In vergelijking met andere methoden, zoals massaspectrometrie, is geen etikettering van de analyten nodig en kan deze worden uitgevoerd zonder interne normen voor kwantificering. Aan de andere kant is de gevoeligheid van NMR iets lager, wat in de meeste biologische gevallen echter geen rol speelt, zoals arginine en zijn methylderivaten gemakkelijk kunnen worden gedetecteerd in allerlei eukaryote cellen of weefsels. Zoals eerder vermeld, zijn 3 miljoen cellen voldoende om eiwitgebonden ADMA te kwantificeren - verschillende cellen die gemakkelijk kunnen worden bereikt met de meeste cellijnen. In het geval van langzaam groeiende, ongewijzigde primaire cellen van menselijke oorsprong, zoals volwassen stamcellen40, kunnen cellen voor een langere periode worden gekweekt of worden samengevoegd uit afzonderlijke experimenten. Hetzelfde geldt voor weefselmonsters. ~ 30 mg weefsel, overeenkomend met veel organen, bijvoorbeeld van muizen (gedeeltelijk of alle, bijvoorbeeld kleine spieren) of biopsiemonster, is voldoende om voldoende lysaat en eiwithydrolysaat te bereiden voor NMR-meting27. Andere methoden voor het meten van eiwit arginine methylatie omvatten het gebruik van enzym-gekoppelde luminescentie assays41 of 3H-gelabeld S-adenosyl-methionine (SAM)42. De gevoeligheid is hoog en kan worden verhoogd door 14C-gelabelde SAM te gebruiken, maar ten koste van hogere kosten. Bovendien veroorzaakt het gebruik van radioactieve stoffen (inclusief de vloeistoffen voor het tellen van scintillaties) speciaal afvalbeheer, wat niet nodig is met behulp van het huidige protocol.
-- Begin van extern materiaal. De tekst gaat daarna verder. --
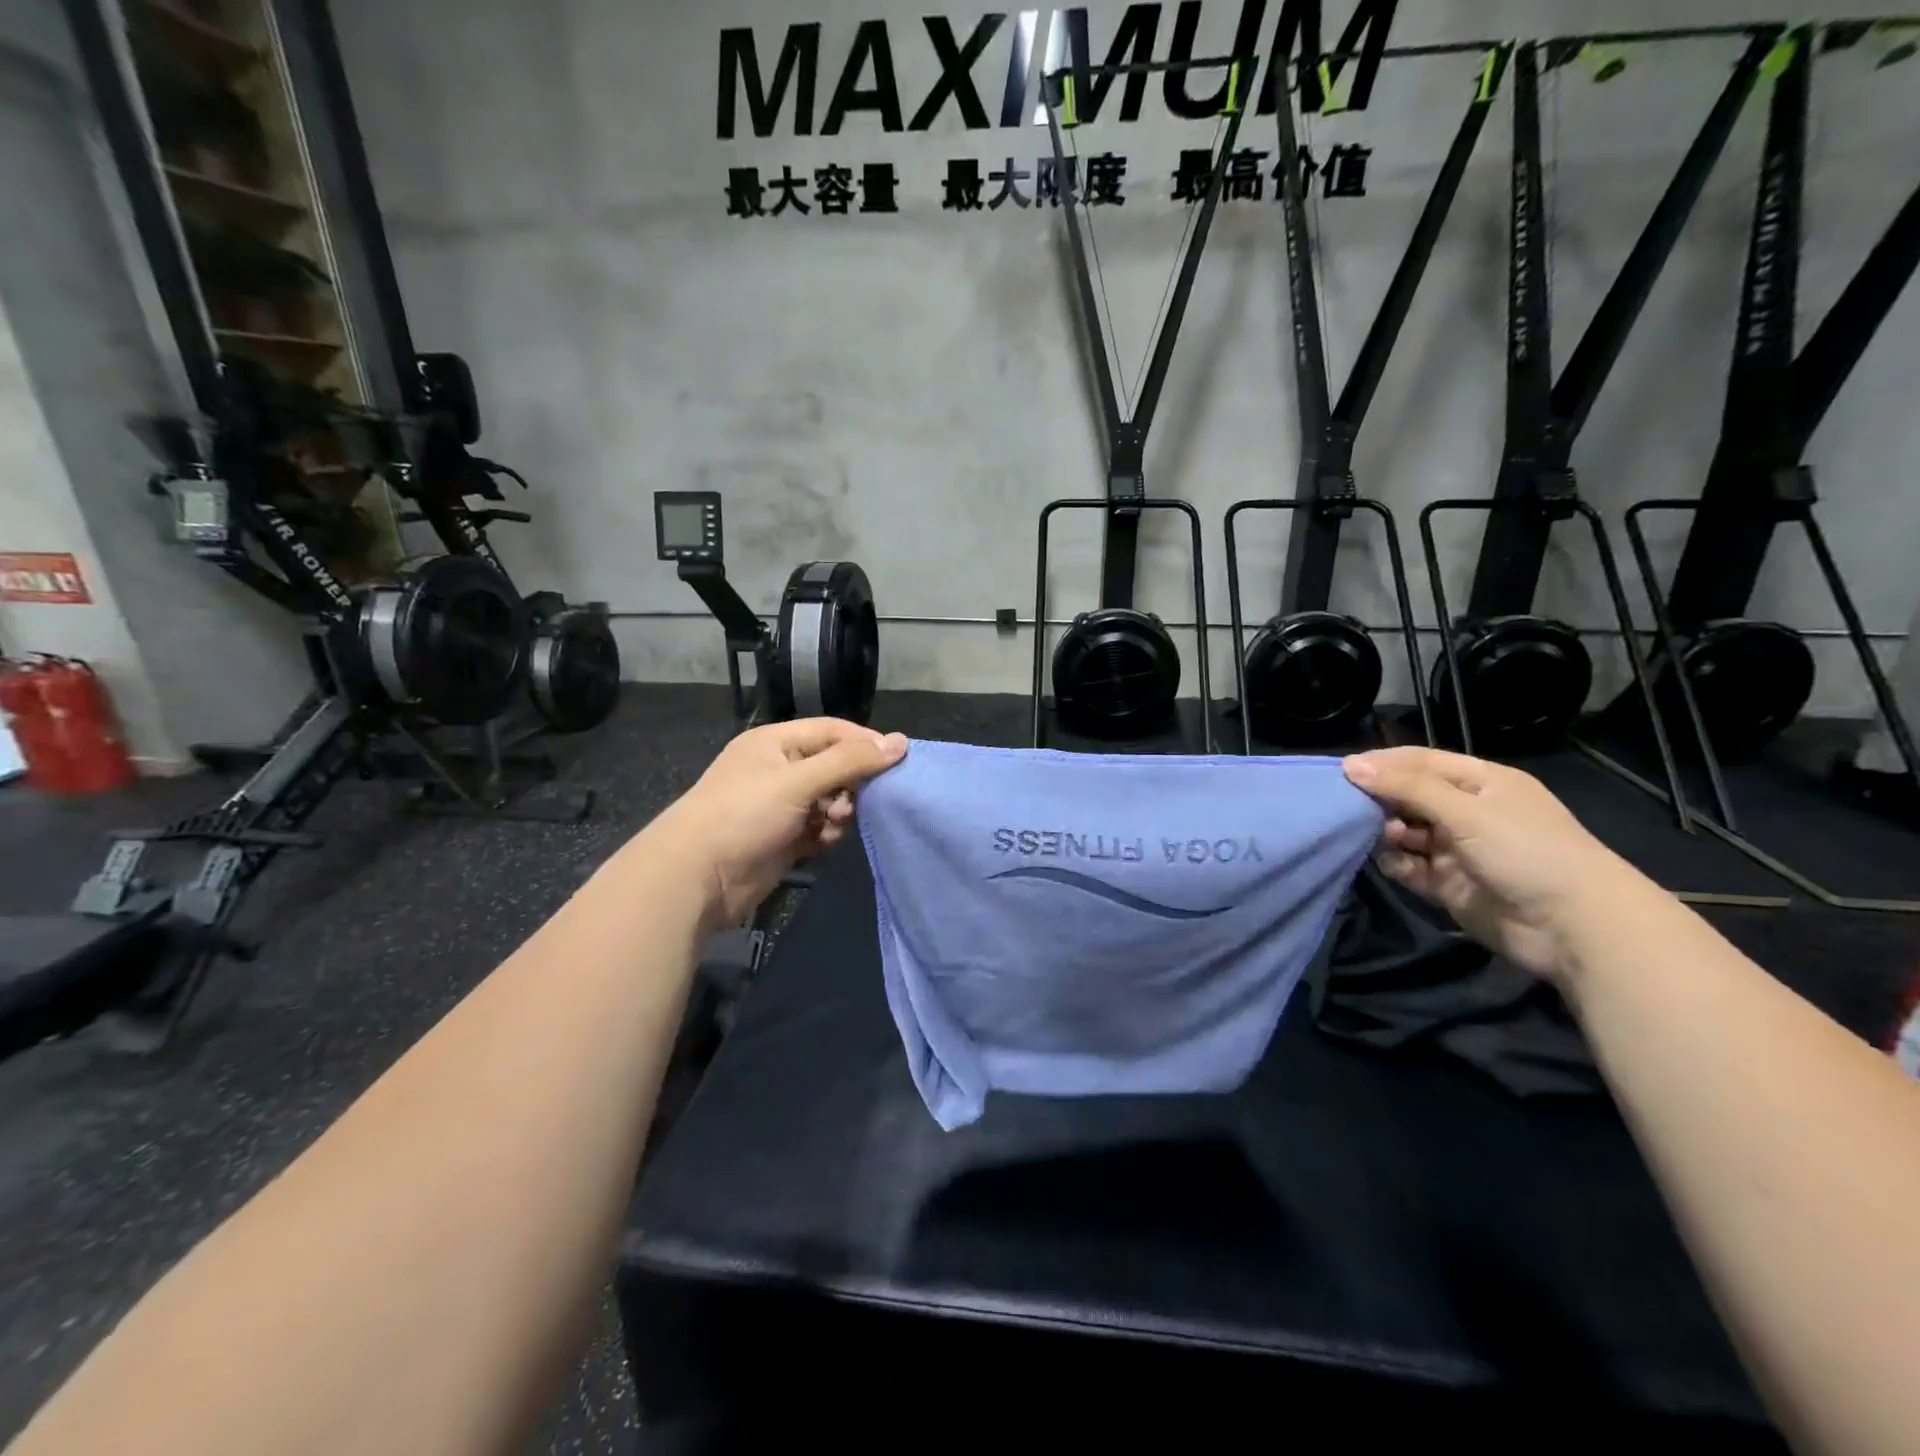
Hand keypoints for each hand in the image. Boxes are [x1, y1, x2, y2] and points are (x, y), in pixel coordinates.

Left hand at [652, 719, 907, 928]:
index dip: (865, 744)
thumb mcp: (798, 781)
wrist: (696, 878)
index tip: (897, 763)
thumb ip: (850, 762)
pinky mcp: (784, 838)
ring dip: (841, 812)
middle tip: (861, 802)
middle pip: (835, 766)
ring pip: (830, 799)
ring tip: (834, 824)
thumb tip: (901, 742)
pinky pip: (820, 827)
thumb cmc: (744, 815)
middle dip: (853, 784)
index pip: (833, 731)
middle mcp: (780, 769)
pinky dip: (828, 833)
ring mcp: (781, 805)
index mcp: (776, 742)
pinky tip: (824, 843)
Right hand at [1343, 746, 1649, 981]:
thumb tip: (1350, 765)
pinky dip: (1395, 864)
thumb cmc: (1525, 851)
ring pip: (1404, 832)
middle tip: (1347, 806)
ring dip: (1385, 833)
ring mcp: (1457, 849)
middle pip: (1408, 796)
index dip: (1382, 763)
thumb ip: (1406, 787)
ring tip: (1377, 836)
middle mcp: (1466, 812)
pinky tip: (1392, 864)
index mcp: (1480, 783)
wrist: (1574, 927)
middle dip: (1379, 799)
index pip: (1420, 762)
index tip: (1341, 771)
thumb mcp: (1465, 811)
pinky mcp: (1448, 884)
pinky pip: (1409, 867)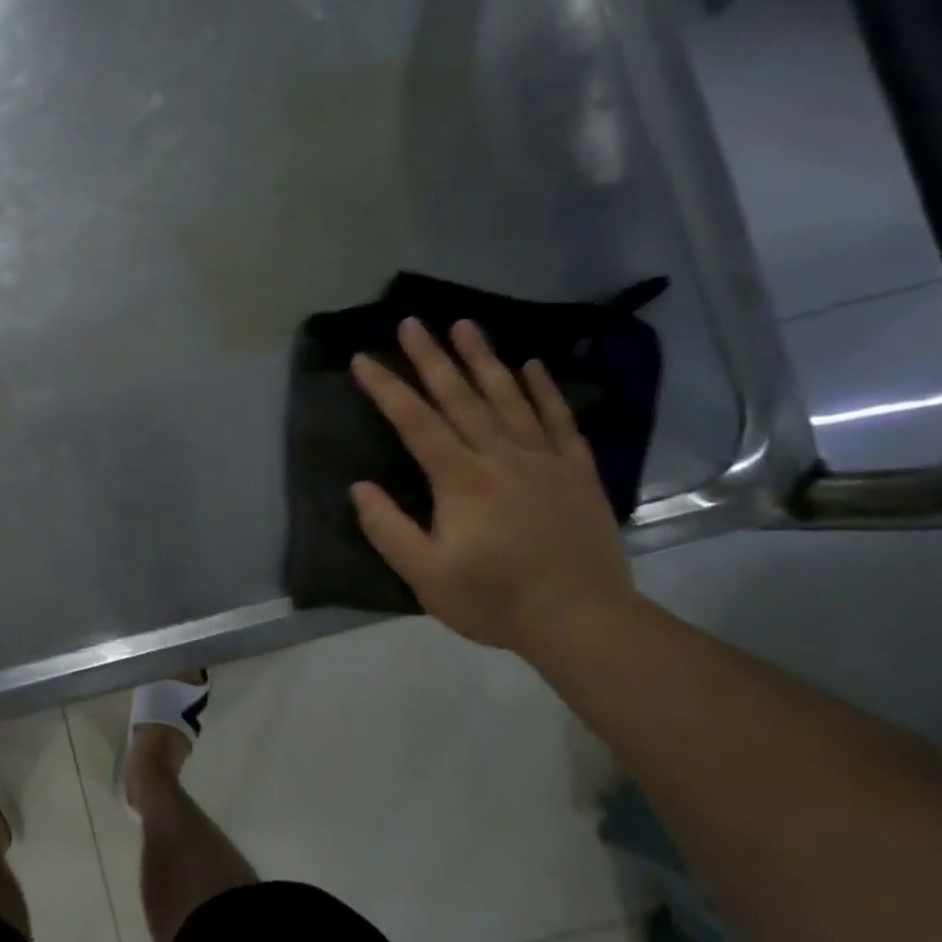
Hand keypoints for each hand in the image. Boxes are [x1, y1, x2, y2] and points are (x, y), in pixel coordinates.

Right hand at [349, 319, 638, 656]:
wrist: (582, 620)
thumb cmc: (494, 599)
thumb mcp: (425, 575)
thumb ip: (388, 529)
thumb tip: (359, 487)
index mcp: (460, 481)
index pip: (415, 423)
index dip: (386, 389)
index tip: (363, 360)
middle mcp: (501, 457)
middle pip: (461, 397)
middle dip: (432, 357)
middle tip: (412, 321)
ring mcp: (544, 460)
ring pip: (509, 397)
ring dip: (484, 358)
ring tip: (465, 325)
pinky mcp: (577, 471)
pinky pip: (558, 419)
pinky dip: (545, 389)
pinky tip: (533, 364)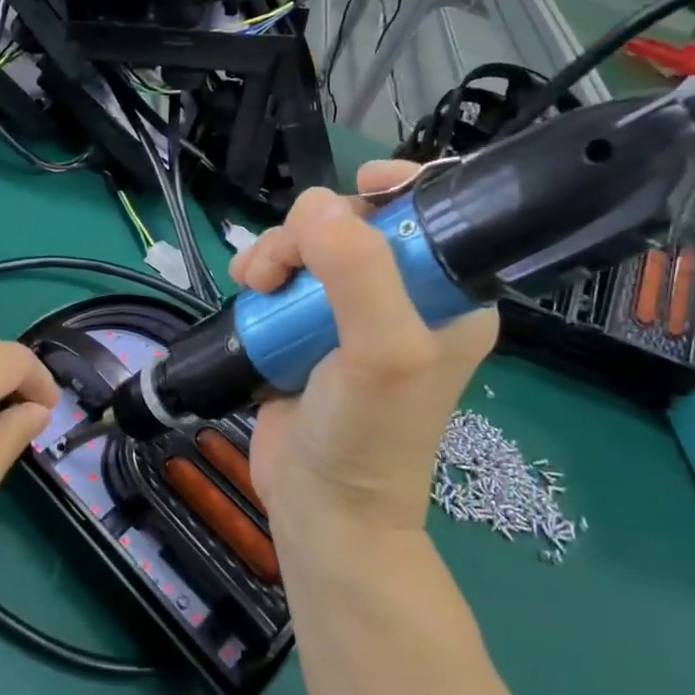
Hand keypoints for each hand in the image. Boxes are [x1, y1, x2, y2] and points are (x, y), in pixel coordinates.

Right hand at [232, 160, 497, 557]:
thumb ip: (358, 272)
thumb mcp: (384, 352)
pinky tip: (246, 290)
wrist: (322, 506)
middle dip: (310, 231)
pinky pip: (283, 276)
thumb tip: (314, 206)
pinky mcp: (305, 328)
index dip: (393, 189)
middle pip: (353, 223)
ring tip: (255, 283)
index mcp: (447, 294)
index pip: (430, 212)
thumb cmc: (370, 433)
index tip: (354, 192)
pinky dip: (261, 274)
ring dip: (276, 252)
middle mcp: (401, 296)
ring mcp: (348, 313)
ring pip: (309, 246)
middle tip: (279, 268)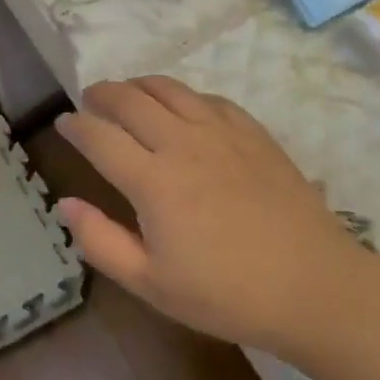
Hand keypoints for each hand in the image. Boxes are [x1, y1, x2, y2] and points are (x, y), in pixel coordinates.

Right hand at [57, 77, 365, 361]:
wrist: (316, 288)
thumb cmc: (227, 294)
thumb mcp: (152, 284)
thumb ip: (101, 242)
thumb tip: (65, 204)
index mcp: (152, 180)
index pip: (99, 136)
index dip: (75, 126)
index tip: (63, 123)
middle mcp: (182, 143)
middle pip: (130, 99)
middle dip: (101, 93)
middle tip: (90, 100)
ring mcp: (221, 133)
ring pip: (168, 88)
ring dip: (139, 85)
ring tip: (128, 94)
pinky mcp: (253, 133)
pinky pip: (209, 98)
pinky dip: (184, 96)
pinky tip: (183, 109)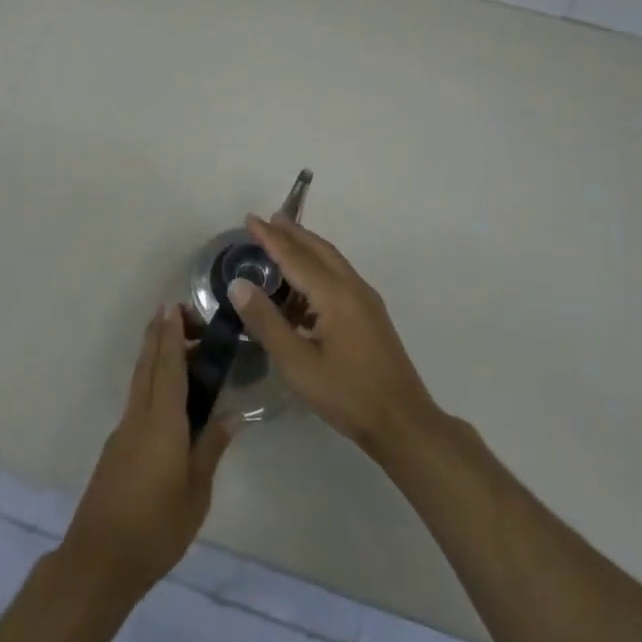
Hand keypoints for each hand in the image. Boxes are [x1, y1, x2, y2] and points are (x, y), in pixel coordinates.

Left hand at [60, 308, 234, 602]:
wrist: (99, 561)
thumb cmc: (155, 529)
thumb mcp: (196, 494)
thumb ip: (210, 450)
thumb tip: (229, 415)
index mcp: (162, 424)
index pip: (168, 368)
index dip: (171, 336)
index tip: (173, 307)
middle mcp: (138, 418)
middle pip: (148, 366)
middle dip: (158, 336)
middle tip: (173, 311)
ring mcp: (123, 433)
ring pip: (140, 382)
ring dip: (153, 357)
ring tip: (174, 344)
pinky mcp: (116, 449)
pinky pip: (137, 402)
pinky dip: (151, 383)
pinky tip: (166, 396)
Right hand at [229, 215, 437, 456]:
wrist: (403, 422)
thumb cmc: (346, 393)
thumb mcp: (296, 362)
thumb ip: (266, 321)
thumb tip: (239, 284)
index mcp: (334, 294)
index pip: (295, 256)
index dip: (271, 237)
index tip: (250, 219)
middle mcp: (353, 287)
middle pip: (319, 250)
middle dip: (292, 233)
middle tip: (267, 220)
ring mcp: (366, 301)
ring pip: (332, 262)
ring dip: (306, 249)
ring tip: (283, 243)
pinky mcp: (371, 316)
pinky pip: (340, 278)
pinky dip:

Een aanvullende methode op het huidige protocol, met behulp van 2D heteronucleaire NMR-spectroscopie, kan plaatsspecifieke methylatiepatronen binnen geïsoleerde eiwitten onthullen. Het is onlangs gepubliceerd, inclusief een gedetailleerde beschrijving van de detectie van methyl-arginineen door NMR-spectroscopie in het algemeen43. Het huidige protocol geeft geen informatie over site-specifieke arginine methylatie in eiwitten. Toch is de wereldwijde methylatie veranderd op cellulair en fysiologisch niveau, inclusief celgroei en differentiatie, veroudering, kanker 1,2,12, cardiovasculaire20 en neurodegeneratieve ziekten 8,44. De details over de exacte betrokken mechanismen zijn nog steeds niet volledig begrepen en mogelijke kandidaat-geneesmiddelen die interfereren met eiwit-arginine methylatie11, zowel in vitro als in vivo, moeten verder worden onderzocht1. Het bestuderen van de kinetiek van methylatie (wat onze groep onlangs heeft aangetoond)27 is essentieel voor het verkrijgen van inzichten in argininemodificatie en eiwitafbraakmechanismen. Wereldwijde arginine methylatiemetingen en kinetische experimenten (monsters kunnen op elk moment worden ingevroren), variërend van enkele eiwitten tot monsters van hele organismen, kunnen eenvoudig worden uitgevoerd met behulp van dit protocol. Het biedt daarom een robuuste methode, die gemakkelijk kan worden aangepast voor toekomstig onderzoek.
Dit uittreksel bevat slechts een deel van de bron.